Dr. Feliciano was given membership to the Order of National Artists for Music in June earlier this year in The Philippines. Dr. Feliciano was commissioned to write the opera “Amy,” a historical war account set in Leyte province, at the time he received the award. The Order is the highest state honor conferred on individuals deemed to have done much for their artistic field.
Born on February 19, 1941, Feliciano obtained his degree in music composition from the Hochschule der Künst in Berlin, Germany; his master’s in composition from the University of the Philippines; and his Master of Musical Arts and Doctor of Musical Arts degrees in composition from the Yale School of Music.

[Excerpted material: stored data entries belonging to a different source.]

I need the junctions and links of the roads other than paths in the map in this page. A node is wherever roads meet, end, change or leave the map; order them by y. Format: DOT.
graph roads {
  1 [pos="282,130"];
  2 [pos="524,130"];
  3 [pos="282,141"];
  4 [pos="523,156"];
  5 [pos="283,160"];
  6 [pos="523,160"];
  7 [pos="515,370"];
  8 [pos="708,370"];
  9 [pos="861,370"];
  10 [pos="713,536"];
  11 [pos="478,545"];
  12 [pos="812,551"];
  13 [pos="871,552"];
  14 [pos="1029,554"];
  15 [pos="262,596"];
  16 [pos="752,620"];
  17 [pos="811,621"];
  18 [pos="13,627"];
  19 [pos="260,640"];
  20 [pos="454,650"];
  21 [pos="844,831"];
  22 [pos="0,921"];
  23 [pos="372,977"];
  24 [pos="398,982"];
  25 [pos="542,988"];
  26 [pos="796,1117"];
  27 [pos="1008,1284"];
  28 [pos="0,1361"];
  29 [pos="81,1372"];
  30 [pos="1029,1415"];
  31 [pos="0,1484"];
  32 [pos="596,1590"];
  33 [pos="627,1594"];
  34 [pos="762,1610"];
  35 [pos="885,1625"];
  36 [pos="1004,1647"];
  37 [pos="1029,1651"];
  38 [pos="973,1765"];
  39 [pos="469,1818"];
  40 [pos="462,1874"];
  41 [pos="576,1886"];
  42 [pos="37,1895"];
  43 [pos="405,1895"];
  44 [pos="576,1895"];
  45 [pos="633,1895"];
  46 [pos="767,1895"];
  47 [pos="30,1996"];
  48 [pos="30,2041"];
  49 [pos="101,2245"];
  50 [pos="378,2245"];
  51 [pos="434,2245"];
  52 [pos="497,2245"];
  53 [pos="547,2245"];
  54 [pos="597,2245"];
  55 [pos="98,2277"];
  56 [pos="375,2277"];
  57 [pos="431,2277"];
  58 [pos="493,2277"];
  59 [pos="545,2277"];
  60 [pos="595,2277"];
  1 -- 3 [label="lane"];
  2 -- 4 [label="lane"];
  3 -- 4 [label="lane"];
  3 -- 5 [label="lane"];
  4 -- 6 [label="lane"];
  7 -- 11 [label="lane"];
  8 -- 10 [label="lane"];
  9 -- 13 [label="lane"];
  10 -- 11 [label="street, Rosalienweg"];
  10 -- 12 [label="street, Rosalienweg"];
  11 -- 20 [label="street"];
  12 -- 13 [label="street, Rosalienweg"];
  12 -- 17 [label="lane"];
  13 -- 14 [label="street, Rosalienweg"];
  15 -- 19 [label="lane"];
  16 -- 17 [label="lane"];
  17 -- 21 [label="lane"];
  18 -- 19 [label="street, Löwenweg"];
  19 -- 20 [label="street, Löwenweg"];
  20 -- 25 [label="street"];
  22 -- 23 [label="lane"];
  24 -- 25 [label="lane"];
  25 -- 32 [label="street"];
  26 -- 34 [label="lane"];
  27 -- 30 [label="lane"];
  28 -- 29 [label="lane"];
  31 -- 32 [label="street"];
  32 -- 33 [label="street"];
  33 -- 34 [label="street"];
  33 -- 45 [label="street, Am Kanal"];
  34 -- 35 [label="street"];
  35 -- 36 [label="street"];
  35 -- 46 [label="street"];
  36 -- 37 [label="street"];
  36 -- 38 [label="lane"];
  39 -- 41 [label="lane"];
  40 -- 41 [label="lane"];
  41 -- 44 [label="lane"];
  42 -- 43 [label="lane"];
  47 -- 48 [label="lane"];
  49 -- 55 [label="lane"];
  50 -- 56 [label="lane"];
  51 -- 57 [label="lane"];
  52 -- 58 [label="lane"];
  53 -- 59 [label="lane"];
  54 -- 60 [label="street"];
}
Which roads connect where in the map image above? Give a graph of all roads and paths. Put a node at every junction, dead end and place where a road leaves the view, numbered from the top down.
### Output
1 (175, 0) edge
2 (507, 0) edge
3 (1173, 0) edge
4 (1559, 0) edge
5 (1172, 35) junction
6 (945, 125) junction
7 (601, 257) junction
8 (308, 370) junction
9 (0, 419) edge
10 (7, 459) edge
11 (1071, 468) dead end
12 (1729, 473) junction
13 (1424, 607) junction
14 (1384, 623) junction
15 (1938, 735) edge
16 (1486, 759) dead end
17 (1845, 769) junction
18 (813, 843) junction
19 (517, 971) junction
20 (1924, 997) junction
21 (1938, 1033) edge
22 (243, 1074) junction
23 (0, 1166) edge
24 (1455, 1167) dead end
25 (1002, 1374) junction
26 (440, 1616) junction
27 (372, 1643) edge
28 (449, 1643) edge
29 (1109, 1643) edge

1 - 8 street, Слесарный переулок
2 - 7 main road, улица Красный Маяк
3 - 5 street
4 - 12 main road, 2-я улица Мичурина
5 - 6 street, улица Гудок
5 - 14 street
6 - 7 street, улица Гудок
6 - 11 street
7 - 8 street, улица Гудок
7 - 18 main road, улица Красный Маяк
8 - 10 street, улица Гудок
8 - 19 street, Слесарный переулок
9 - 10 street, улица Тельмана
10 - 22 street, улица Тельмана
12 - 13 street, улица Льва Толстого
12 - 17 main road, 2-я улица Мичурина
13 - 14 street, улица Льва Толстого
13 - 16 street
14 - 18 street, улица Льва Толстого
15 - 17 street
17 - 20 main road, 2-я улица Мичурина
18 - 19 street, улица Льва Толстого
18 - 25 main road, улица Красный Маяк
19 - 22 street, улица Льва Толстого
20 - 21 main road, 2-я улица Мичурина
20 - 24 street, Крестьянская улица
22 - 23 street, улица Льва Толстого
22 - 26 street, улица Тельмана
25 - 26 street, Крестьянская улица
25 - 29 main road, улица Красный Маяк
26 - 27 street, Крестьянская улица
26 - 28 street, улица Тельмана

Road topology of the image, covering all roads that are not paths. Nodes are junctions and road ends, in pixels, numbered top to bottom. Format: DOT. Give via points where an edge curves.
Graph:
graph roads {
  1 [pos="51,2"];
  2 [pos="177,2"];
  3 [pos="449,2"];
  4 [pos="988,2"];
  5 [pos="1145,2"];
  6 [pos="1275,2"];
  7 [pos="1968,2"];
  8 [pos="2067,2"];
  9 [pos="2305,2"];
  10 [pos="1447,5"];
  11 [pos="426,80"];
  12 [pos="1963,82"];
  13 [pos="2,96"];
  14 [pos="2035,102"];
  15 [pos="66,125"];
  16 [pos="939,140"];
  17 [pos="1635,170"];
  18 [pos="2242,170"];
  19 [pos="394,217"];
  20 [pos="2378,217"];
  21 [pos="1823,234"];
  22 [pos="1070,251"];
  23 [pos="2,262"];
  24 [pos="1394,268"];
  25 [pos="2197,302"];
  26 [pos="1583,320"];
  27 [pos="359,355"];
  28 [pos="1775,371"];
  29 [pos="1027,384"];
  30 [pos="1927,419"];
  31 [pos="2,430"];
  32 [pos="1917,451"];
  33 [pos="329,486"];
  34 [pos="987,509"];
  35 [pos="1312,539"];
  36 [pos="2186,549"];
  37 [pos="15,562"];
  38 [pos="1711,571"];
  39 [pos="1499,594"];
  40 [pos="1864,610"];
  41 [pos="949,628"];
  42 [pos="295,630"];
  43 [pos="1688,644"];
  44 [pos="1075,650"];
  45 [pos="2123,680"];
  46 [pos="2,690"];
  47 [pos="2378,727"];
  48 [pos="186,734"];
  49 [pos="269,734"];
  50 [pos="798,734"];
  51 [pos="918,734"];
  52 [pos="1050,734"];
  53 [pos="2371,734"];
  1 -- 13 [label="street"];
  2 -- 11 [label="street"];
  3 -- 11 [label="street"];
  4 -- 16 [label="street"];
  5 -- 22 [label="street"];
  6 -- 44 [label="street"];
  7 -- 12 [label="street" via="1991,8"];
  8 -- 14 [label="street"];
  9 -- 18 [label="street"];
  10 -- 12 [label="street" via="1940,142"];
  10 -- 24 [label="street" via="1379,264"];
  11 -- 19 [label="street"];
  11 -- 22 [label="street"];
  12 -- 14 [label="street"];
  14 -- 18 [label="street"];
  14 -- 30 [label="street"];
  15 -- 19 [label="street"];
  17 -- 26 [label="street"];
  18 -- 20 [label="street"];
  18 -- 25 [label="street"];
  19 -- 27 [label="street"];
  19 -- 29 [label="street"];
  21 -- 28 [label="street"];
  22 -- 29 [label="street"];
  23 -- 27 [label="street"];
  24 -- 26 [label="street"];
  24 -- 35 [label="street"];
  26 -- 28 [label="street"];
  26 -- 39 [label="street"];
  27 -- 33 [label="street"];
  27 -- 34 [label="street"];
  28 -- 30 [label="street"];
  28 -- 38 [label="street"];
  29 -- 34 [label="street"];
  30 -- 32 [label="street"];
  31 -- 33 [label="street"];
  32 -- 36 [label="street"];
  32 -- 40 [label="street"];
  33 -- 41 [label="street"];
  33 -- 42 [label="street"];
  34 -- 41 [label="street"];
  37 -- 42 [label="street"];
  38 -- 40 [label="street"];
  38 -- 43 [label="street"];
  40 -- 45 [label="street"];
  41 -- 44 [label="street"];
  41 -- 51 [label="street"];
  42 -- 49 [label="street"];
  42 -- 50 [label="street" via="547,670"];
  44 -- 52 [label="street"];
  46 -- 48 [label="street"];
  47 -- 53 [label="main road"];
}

Arthur Weisberg and Martin Behrmann were among his esteemed conducting teachers, along with composers Isang Yun, Jacob Druckman, Krystof Penderecki, and H.W. Zimmerman.
Feliciano went on to compose more than 30 major musical dramas and operatic works and over hundreds of worship songs. He first exploded into the Manila spotlight with the opera “La Loba Negra.” Other prize-winning works include “Pokpok Alimpako,” the ballet “Yerma,” “Sikhay Sa Kabila ng Paalam (Beyond the Farewell),” “Jose Abad Santos,” and “Ashen Wings.”
His work has been performed at choral festivals in Europe and the United States. He was given the John D. Rockefeller Award for Music Composition in 1977.
For some years, Feliciano was also a conductor of the Philippine Philharmonic Orchestra. He was president and founder of the Samba-Likhaan Foundation: The Asian School of Music, Worship, and the Arts, an organization devoted to promoting Asian worship music.